### What to work on:
Please repeat the lines below, exactly and only, from the one that holds "0 .pushpdf14devicefilter" through the one that holds "0 620 translate 1 -1 scale".

### Records shown:

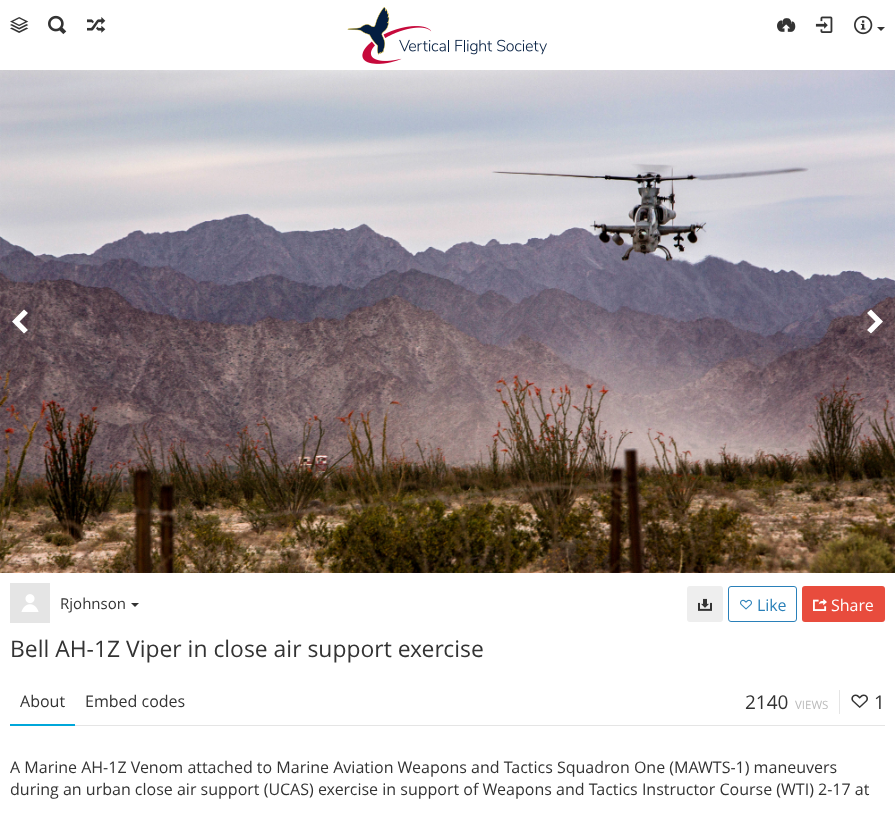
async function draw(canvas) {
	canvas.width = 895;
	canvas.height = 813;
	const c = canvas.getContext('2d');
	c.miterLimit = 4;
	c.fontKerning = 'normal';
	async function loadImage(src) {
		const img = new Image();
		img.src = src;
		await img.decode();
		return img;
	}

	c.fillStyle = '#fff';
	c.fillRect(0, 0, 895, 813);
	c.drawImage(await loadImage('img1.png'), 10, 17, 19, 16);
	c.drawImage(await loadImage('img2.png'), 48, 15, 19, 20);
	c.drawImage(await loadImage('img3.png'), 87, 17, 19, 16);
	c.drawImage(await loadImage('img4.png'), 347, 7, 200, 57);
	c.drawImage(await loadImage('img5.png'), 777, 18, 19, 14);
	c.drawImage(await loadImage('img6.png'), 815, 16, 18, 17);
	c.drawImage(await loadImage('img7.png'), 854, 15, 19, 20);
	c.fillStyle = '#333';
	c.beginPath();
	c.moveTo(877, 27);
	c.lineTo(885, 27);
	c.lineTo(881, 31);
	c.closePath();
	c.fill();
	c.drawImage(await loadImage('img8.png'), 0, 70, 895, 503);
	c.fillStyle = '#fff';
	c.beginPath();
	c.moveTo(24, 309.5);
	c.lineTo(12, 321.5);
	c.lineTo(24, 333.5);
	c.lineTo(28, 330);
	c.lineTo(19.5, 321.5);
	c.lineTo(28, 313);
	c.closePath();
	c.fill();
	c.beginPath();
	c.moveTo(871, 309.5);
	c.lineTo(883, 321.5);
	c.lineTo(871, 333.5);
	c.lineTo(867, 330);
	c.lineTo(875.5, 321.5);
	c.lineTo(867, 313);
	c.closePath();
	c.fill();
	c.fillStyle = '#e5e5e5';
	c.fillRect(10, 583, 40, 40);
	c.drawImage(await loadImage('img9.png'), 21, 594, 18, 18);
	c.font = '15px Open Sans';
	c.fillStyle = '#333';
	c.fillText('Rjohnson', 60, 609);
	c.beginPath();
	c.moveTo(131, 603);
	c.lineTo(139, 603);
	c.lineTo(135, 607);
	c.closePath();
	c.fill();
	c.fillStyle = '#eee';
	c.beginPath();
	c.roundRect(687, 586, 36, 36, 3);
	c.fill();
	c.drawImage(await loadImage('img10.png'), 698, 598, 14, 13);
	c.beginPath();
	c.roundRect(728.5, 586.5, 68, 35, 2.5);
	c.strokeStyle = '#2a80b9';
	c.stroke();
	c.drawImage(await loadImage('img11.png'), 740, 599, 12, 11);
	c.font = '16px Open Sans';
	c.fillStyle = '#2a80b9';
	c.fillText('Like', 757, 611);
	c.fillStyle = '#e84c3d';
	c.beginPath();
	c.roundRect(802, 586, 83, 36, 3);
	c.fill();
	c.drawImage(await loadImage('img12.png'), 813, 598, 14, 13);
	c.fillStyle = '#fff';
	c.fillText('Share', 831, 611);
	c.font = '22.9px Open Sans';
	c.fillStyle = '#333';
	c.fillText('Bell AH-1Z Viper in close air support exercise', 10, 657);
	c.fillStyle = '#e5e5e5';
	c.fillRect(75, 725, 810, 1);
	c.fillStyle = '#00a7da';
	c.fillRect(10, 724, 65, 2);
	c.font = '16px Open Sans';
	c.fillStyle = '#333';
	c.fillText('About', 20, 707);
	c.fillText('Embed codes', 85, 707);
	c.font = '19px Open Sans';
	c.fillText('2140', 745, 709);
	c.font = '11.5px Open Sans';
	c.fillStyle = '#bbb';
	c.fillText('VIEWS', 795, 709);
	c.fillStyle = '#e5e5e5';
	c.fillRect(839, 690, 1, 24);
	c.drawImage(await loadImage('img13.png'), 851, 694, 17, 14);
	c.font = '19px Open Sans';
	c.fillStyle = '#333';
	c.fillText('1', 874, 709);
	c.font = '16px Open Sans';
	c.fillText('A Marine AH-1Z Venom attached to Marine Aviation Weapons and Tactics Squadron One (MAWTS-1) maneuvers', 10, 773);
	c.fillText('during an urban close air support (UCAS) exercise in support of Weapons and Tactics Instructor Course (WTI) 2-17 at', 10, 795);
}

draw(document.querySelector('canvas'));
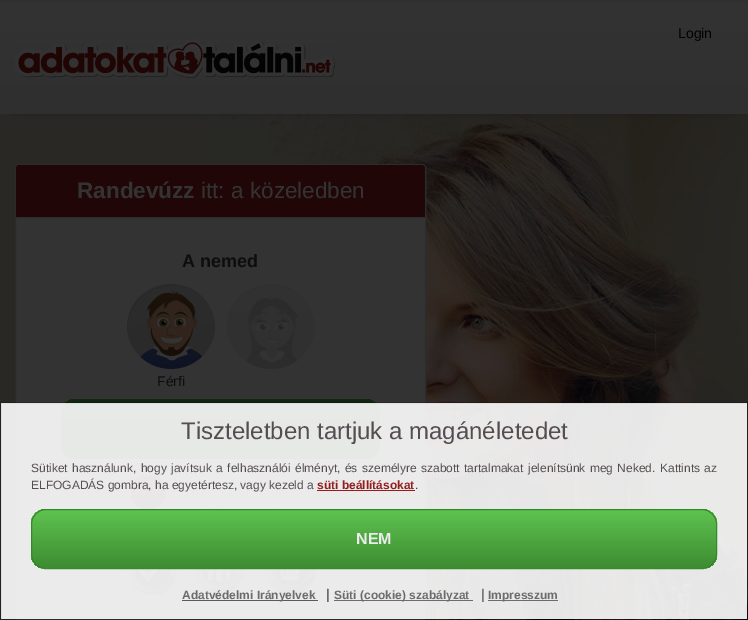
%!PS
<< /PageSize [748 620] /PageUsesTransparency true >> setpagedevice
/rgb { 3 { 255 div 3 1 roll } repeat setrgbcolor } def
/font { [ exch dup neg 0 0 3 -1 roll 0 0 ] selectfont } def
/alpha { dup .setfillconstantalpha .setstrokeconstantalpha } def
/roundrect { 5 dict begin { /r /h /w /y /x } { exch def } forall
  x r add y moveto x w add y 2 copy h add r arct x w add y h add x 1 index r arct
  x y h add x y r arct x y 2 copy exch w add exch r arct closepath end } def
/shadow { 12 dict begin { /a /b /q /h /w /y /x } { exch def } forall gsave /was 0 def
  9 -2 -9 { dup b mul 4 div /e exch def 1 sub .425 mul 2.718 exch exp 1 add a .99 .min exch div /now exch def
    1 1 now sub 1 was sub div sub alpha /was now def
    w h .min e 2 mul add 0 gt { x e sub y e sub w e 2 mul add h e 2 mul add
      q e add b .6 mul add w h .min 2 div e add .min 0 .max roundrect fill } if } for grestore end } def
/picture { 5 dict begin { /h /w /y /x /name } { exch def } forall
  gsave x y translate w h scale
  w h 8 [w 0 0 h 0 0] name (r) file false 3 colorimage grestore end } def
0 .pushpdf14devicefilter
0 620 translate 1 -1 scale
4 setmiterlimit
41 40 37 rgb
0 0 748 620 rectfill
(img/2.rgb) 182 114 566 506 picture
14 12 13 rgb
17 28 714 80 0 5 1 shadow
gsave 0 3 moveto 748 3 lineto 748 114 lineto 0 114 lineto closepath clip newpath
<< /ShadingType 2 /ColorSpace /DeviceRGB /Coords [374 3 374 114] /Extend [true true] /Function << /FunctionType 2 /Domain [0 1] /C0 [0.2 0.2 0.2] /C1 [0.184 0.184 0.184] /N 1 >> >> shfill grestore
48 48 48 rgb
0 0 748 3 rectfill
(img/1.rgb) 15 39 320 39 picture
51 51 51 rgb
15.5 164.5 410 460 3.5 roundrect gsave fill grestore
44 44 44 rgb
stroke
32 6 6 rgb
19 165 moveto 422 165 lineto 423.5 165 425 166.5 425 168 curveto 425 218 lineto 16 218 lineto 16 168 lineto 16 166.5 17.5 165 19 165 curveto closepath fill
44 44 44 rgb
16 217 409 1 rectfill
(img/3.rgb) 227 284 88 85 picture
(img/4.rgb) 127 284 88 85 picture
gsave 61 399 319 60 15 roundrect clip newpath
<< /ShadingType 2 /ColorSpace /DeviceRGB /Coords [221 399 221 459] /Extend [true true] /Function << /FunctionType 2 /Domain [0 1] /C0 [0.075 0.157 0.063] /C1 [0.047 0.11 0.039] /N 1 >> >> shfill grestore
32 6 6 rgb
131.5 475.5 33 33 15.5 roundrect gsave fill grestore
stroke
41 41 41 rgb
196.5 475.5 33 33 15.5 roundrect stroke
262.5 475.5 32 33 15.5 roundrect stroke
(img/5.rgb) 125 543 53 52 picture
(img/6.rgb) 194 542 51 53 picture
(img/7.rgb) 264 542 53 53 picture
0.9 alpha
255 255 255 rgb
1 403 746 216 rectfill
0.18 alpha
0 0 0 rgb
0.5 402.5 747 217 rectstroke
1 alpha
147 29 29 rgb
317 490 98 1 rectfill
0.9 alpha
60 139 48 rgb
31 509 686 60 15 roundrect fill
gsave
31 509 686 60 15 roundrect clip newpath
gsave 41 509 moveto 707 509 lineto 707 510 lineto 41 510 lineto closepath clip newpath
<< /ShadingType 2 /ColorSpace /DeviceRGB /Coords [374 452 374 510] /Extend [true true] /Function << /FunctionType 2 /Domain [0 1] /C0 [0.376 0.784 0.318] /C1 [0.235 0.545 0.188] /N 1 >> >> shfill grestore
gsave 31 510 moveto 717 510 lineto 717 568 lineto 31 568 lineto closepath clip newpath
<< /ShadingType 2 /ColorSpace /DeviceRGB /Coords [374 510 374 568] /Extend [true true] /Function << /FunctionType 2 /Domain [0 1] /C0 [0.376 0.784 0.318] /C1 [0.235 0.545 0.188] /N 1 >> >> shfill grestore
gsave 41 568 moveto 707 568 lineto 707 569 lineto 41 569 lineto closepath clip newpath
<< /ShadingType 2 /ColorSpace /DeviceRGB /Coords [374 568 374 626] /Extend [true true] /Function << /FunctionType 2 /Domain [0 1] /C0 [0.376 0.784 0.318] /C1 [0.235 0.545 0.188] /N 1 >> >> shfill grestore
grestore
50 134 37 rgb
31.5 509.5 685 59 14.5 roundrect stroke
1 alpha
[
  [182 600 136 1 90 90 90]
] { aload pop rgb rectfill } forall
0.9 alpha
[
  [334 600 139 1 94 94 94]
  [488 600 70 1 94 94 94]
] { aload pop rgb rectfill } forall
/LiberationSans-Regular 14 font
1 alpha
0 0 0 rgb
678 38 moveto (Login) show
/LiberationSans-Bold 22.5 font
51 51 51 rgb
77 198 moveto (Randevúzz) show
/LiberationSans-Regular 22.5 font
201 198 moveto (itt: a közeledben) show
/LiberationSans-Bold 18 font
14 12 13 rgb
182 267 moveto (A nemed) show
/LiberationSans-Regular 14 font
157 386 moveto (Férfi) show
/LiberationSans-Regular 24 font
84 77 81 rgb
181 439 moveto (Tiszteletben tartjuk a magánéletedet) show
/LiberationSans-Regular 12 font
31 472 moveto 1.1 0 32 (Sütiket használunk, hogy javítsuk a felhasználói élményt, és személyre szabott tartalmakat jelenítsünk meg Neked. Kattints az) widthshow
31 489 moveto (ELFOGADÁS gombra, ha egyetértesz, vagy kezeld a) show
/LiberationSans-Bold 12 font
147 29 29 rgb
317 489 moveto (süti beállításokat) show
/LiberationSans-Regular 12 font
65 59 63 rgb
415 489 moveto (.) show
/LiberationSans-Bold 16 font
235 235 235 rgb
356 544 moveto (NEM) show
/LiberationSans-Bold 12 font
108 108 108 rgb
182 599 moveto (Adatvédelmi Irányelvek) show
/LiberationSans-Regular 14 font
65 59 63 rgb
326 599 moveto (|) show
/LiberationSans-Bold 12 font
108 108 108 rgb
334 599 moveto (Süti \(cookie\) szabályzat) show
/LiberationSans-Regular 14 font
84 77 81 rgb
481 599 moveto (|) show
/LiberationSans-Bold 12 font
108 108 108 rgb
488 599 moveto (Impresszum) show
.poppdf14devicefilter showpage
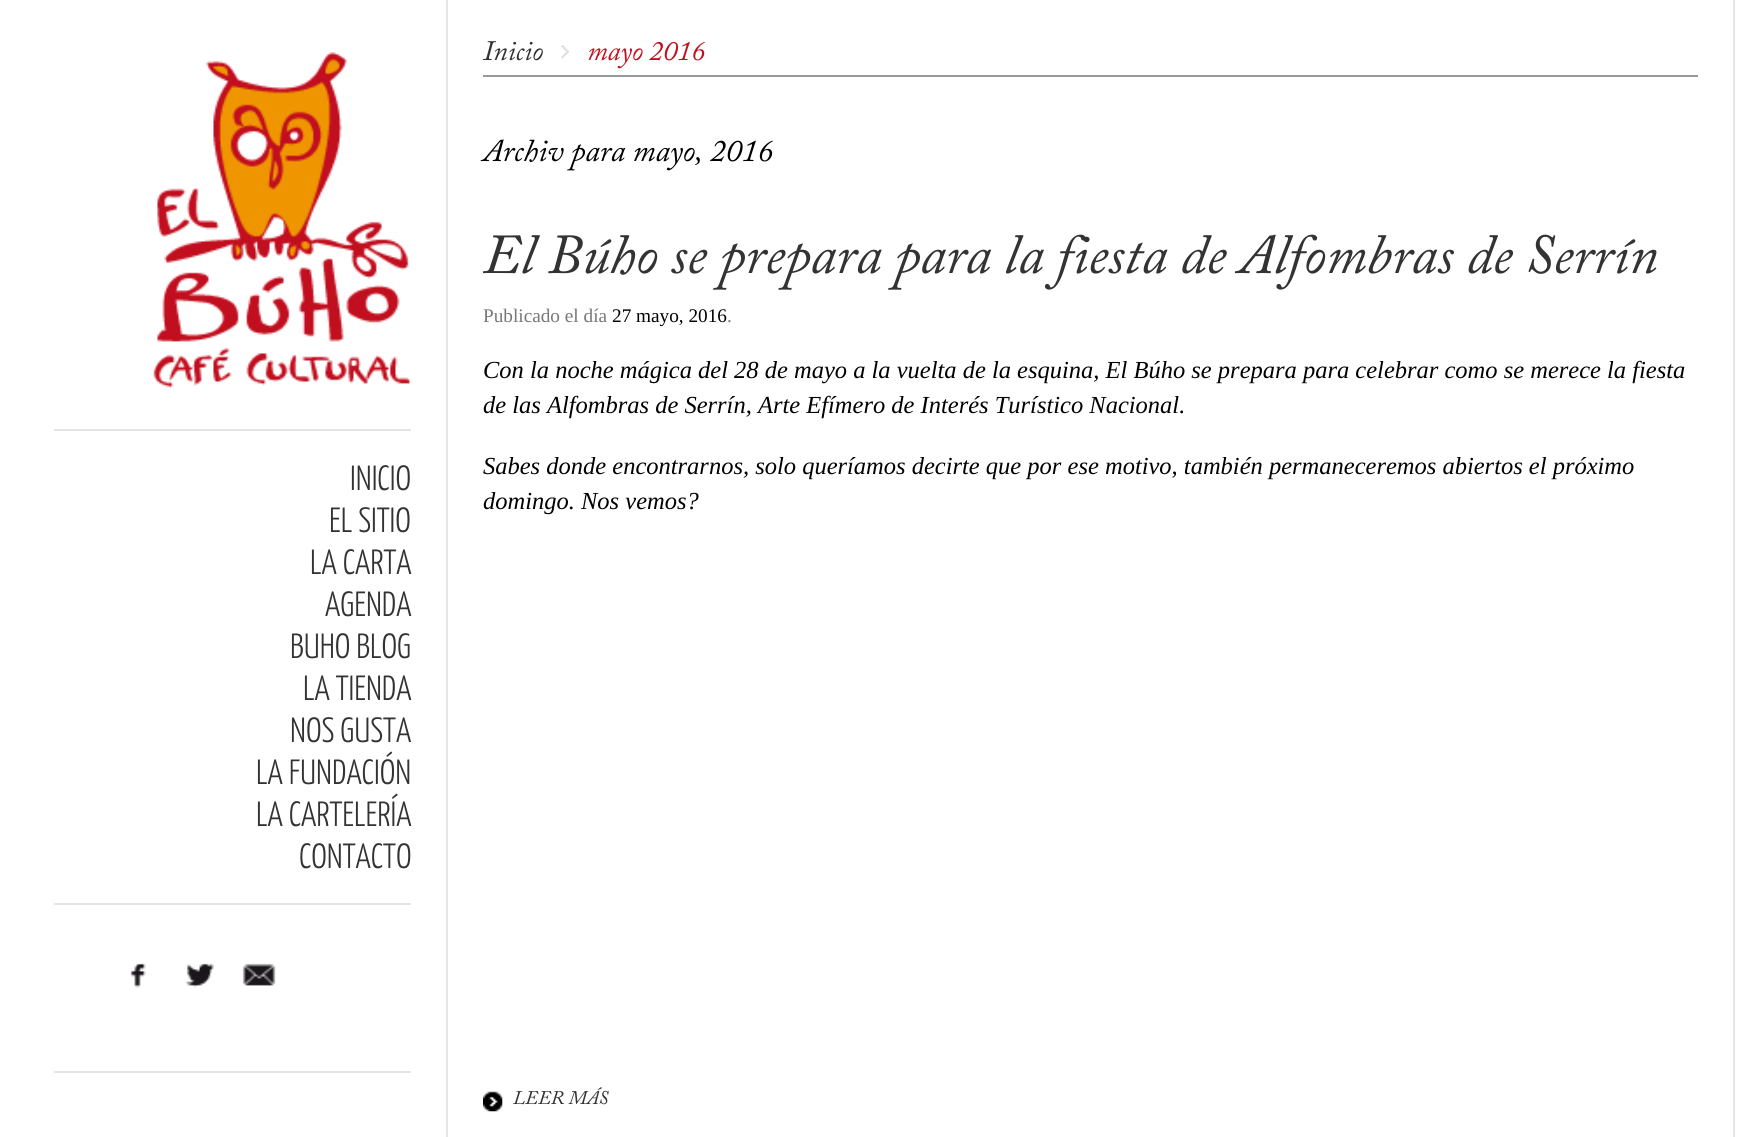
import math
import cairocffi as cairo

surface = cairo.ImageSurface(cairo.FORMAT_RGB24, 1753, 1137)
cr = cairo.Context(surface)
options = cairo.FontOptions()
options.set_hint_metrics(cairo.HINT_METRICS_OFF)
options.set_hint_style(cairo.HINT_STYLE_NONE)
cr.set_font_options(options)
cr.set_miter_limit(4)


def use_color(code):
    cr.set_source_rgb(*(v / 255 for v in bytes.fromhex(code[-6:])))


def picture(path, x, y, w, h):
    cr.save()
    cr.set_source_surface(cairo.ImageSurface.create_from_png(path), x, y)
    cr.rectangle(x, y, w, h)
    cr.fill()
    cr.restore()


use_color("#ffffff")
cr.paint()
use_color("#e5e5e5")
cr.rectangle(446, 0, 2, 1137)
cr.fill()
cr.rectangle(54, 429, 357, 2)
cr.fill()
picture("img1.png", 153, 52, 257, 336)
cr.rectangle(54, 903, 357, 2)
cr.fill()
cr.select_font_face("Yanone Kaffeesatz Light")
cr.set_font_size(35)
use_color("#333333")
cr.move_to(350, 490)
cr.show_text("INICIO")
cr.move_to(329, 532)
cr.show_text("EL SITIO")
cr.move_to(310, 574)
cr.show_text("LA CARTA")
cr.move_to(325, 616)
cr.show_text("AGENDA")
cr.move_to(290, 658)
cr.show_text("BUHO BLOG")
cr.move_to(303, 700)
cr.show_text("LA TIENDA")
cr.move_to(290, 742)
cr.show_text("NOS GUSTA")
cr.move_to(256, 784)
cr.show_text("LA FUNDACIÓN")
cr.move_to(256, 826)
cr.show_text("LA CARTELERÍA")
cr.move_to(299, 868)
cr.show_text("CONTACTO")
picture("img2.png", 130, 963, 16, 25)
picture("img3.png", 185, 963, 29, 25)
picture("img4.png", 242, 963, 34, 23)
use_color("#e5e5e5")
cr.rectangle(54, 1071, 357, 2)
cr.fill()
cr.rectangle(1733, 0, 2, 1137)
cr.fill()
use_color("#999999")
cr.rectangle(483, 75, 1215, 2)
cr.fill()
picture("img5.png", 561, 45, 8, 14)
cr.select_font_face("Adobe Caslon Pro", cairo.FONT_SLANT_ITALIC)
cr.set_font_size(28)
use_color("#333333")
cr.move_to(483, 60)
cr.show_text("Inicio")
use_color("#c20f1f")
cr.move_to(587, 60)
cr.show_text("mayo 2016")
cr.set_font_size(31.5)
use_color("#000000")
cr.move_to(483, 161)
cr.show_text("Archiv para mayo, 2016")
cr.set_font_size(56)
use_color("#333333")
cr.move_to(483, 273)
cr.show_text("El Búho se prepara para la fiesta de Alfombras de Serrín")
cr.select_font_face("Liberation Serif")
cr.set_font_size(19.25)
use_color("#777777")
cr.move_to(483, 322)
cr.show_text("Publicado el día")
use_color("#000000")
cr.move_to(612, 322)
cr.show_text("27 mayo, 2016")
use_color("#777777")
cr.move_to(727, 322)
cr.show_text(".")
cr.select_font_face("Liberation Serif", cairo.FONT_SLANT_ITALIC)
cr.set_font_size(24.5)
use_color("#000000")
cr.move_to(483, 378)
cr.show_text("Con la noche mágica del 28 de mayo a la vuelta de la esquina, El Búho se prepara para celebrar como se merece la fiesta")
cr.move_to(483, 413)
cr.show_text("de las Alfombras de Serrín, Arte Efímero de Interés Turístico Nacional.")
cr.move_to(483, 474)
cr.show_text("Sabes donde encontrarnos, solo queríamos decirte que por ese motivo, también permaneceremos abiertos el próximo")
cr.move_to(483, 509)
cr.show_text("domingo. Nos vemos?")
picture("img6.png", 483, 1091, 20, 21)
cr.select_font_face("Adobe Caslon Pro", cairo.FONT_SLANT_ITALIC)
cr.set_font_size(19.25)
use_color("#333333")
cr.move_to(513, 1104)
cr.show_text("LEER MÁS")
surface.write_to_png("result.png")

### Reply to the exercise:
0 .pushpdf14devicefilter
0 620 translate 1 -1 scale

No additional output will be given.